Tarihçe
Ziraat Odaları, ilk kez 1881 yılında çıkarılan bir tüzükle kurulmuştur. 1881-1897 döneminde ziraat odalarının sayısı 99’a yükselmiştir. Bu yıllarda, genel olarak bir danışma kurulu niteliğinde olan ziraat odalarından beklenilen hizmetler yeterli görülmemiştir. 1912 yılında çıkarılan bir tüzükle ziraat odalarının ilçe düzeyinde kurulması sağlanmıştır. Başlangıçta, ziraat odalarına yeterince mali kaynak temin edilemediğinden, odalar kendilerinden beklenen görevleri yapamamışlardır.Cumhuriyet döneminde, 1937 yılında yürürlüğe giren, 3203 Sayılı Ziraat Vekaleti Vazife ve Teşkilatı Kanunu’nun 6 ve 7 inci maddelerine göre, ziraat odalarının yeniden canlandırılmasına çalışılmış ve bu amaçla 1940 yılında birçok ziraat odasının seçimleri yapılarak teşkilatlanma ağı genişletilmiştir. Ancak, başarılı bir sonuç elde edilememiştir. Sonraki yıllarda, ziraat odalarının, çiftçileri bünyesinde toplayan aktif bir kuruluş olmaları için özel bir kanuna ihtiyaç olduğu anlaşıldığından, böyle bir kanunun çıkarılması yönünde çalışmalar yapılmıştır. 6964 Sayılı Ziraat Odaları ve Ziraat Odaları Birliği (TZOB) Kanunu 1957 yılında yürürlüğe girmiştir. Ancak, kanuna ilişkin tüzüğün zamanında çıkarılmaması nedeni ile ziraat odalarının faaliyete geçmeleri 1963 yılından itibaren başlamıştır.

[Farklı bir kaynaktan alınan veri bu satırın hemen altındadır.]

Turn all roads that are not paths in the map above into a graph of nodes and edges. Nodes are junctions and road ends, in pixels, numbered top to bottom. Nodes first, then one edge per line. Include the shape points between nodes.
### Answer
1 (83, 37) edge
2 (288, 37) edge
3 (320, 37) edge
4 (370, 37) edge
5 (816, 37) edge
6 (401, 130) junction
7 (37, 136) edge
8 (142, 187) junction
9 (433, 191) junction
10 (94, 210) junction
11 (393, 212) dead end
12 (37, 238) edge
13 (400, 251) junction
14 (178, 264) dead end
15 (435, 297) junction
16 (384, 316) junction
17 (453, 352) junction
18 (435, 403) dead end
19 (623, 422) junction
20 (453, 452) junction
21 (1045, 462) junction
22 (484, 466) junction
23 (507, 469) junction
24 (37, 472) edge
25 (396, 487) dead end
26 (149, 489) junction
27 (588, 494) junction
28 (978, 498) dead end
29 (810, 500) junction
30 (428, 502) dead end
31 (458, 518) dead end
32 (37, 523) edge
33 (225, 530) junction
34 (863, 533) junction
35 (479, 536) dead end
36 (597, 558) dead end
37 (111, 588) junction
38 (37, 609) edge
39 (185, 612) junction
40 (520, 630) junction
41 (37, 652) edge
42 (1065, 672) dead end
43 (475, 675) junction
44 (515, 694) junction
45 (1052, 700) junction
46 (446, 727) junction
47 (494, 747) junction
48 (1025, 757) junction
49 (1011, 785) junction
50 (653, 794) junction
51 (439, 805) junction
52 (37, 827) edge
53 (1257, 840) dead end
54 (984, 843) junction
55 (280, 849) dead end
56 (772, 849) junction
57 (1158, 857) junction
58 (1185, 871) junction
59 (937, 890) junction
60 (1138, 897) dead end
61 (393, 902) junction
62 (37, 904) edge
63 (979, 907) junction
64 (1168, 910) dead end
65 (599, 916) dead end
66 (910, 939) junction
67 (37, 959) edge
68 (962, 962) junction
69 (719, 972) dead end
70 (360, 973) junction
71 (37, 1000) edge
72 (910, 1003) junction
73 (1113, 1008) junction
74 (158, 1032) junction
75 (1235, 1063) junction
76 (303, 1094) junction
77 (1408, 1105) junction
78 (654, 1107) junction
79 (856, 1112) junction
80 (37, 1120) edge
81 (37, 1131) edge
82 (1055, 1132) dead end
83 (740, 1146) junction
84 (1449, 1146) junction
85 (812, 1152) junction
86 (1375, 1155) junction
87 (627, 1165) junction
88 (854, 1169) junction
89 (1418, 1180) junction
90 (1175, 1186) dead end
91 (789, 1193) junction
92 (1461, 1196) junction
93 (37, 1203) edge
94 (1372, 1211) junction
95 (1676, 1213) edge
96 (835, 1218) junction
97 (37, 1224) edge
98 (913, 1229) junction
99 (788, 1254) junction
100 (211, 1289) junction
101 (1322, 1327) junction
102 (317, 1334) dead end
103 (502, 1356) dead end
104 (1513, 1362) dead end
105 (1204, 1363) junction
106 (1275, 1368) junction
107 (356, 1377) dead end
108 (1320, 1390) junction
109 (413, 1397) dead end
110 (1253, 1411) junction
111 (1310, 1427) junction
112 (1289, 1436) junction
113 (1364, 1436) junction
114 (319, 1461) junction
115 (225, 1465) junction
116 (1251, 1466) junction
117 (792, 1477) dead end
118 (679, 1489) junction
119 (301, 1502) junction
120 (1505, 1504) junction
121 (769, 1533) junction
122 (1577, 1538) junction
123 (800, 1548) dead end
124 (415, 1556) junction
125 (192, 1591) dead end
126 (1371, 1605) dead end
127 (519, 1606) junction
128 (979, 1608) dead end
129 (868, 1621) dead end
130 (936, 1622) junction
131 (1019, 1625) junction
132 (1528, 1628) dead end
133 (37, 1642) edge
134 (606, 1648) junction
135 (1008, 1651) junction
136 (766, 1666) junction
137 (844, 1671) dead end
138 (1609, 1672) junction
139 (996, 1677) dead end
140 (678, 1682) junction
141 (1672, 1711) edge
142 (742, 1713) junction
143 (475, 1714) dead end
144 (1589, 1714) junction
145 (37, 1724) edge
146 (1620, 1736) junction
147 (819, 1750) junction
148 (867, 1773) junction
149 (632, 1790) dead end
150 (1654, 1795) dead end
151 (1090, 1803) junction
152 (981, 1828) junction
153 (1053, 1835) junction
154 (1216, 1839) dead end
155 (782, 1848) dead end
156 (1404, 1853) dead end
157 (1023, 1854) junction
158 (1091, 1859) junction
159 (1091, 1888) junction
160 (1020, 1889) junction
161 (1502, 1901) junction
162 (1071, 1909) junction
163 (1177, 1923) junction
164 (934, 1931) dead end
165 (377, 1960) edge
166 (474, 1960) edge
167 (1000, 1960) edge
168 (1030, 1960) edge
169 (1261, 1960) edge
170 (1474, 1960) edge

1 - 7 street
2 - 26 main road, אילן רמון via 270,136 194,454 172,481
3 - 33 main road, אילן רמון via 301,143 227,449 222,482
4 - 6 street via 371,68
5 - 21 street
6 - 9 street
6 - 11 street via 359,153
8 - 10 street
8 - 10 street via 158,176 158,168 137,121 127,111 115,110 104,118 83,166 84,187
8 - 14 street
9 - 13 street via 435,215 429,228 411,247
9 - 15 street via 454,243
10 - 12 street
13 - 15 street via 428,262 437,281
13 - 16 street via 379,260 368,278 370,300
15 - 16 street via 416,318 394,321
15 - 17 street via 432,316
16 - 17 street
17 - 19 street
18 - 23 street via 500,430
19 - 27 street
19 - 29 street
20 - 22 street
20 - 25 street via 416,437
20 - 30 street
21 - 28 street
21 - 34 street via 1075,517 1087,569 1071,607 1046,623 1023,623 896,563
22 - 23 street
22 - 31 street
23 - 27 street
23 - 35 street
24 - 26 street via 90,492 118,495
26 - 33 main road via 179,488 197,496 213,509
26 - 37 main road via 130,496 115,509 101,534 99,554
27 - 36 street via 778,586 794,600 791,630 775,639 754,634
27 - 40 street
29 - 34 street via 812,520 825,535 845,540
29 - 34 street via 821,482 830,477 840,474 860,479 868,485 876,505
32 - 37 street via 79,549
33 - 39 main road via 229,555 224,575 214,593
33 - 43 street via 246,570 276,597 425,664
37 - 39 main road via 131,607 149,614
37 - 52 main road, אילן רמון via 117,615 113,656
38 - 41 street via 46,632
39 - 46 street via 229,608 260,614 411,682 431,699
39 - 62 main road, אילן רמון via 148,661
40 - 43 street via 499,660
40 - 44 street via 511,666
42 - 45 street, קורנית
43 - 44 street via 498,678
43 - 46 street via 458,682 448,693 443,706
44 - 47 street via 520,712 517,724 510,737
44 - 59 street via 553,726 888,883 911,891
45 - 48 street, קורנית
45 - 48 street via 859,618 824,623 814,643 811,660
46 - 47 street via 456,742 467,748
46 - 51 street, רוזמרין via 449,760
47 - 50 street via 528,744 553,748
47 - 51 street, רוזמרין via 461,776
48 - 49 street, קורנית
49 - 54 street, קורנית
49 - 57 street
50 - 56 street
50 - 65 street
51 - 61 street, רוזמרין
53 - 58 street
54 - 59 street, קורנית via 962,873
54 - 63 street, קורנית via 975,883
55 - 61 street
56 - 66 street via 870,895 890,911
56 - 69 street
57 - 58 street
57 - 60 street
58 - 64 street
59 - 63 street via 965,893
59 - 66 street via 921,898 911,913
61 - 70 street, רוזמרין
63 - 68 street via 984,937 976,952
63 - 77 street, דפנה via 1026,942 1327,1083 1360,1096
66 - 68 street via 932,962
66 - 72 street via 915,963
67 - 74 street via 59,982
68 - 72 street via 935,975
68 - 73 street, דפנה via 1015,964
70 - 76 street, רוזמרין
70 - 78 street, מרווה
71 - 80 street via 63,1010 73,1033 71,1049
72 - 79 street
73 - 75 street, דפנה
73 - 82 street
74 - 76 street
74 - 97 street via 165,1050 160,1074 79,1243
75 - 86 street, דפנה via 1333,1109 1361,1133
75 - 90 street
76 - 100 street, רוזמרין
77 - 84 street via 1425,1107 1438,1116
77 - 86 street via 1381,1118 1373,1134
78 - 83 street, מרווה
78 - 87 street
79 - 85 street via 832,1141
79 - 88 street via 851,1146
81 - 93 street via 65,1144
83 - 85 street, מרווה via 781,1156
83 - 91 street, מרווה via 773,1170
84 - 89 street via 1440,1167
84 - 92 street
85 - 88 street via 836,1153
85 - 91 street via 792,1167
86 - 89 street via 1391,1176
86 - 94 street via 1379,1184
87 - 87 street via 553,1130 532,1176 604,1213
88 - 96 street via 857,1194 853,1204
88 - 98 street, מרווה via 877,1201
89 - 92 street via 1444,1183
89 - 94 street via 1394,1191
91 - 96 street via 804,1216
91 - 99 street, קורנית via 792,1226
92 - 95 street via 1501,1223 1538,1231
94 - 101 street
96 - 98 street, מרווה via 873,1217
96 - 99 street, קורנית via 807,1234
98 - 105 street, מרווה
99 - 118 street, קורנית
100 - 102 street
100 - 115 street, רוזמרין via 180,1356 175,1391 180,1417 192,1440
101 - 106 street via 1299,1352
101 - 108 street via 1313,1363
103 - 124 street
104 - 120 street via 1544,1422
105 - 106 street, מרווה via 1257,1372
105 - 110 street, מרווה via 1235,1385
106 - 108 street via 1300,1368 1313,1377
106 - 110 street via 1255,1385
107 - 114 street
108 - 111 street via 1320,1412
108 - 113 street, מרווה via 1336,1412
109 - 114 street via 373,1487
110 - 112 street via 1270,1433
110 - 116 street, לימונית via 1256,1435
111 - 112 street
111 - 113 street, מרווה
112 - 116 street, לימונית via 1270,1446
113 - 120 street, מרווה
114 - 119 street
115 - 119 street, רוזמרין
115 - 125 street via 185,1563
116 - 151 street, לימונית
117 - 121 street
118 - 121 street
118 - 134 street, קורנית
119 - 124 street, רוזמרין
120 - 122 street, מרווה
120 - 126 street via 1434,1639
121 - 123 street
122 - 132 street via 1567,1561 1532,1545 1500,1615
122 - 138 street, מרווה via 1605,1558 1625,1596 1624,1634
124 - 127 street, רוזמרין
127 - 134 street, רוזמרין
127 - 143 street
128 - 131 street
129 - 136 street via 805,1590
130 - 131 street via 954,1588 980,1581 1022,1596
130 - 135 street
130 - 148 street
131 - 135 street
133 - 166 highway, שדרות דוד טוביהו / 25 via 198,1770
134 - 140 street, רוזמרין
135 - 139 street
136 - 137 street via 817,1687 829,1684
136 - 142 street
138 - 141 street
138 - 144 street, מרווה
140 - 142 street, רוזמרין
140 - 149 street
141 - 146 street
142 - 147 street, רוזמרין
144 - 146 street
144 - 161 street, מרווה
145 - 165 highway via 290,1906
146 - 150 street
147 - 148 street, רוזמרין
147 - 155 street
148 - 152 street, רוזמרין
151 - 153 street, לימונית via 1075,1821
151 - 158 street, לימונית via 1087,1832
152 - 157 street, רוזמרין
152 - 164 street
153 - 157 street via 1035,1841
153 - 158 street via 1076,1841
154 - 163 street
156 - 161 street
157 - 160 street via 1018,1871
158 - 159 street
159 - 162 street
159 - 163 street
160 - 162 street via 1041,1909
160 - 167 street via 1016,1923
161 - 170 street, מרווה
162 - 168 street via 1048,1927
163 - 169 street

Aradan geçen süre içerisinde, 6964 Sayılı Ziraat Odaları ve Ziraat odaları Birliği Kanunu’nun bazı maddeleri, 1971 yılında 1330 Sayılı Kanun’la, 1984 yılında 2979 Sayılı Kanunla, 2004 yılında is 5184 ve 5234 sayılı Kanunlarla değişikliklere uğramıştır. Çiftçilik ile uğraşanların yasal kuruluşu olan ziraat odaları da, diğer meslek kuruluşları gibi hukuki dayanağını Anayasa’dan alan kamu kurumu niteliğinde mesleki kuruluşlardır. Nitekim, Anayasanın 135 inci maddesinden anlaşılabileceği gibi “kamu kurumu niteliğindeki mesleki kuruluşlar” ancak kanunla kurulabilmektedir. 6964 Sayılı Kanun’un 5184 Sayılı Kanun’la değişik 2 nci maddesine göre, her ilin merkez ilçesi ile bağlı ilçeler ayrı ayrı ilgili ziraat odasının faaliyet alanı sayılmaktadır.